Exercise description –
Report all lines below with the word "roads".

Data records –
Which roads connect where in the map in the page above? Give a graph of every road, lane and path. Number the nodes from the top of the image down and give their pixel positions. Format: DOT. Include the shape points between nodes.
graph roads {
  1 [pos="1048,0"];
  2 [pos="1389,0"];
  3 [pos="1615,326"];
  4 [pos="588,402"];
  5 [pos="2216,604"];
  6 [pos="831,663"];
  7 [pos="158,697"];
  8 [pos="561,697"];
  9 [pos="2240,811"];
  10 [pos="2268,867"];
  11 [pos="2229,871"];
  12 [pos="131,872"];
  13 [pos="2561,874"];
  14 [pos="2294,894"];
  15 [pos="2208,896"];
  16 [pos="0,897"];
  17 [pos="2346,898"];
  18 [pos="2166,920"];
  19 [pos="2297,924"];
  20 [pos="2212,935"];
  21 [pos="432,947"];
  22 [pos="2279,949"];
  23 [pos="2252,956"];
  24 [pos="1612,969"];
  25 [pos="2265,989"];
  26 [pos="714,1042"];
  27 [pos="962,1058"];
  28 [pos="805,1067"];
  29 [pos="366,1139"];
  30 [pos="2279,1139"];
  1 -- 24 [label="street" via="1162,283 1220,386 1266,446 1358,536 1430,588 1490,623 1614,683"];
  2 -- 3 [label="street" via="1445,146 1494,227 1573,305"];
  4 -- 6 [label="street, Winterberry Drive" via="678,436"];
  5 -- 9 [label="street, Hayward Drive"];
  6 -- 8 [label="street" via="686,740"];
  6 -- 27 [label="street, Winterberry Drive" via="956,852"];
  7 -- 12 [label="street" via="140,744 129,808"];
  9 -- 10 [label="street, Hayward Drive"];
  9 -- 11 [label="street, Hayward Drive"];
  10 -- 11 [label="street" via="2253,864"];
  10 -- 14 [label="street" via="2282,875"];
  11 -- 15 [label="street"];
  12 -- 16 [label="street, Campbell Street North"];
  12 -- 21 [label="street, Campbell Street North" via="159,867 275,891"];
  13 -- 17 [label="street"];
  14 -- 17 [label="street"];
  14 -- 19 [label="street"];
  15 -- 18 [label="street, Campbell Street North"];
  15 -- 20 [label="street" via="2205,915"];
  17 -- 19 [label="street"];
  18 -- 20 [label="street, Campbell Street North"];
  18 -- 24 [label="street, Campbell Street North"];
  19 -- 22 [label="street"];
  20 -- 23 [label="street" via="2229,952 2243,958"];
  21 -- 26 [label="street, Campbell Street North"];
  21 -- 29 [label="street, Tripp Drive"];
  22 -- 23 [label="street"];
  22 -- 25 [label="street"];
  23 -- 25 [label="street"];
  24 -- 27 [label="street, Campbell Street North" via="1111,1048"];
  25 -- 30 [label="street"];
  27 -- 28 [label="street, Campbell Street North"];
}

Completed exercise –
Which roads connect where in the map in the page above? Give a graph of every road, lane and path. Number the nodes from the top of the image down and give their pixel positions. Format: DOT. Include the shape points between nodes.
graph roads {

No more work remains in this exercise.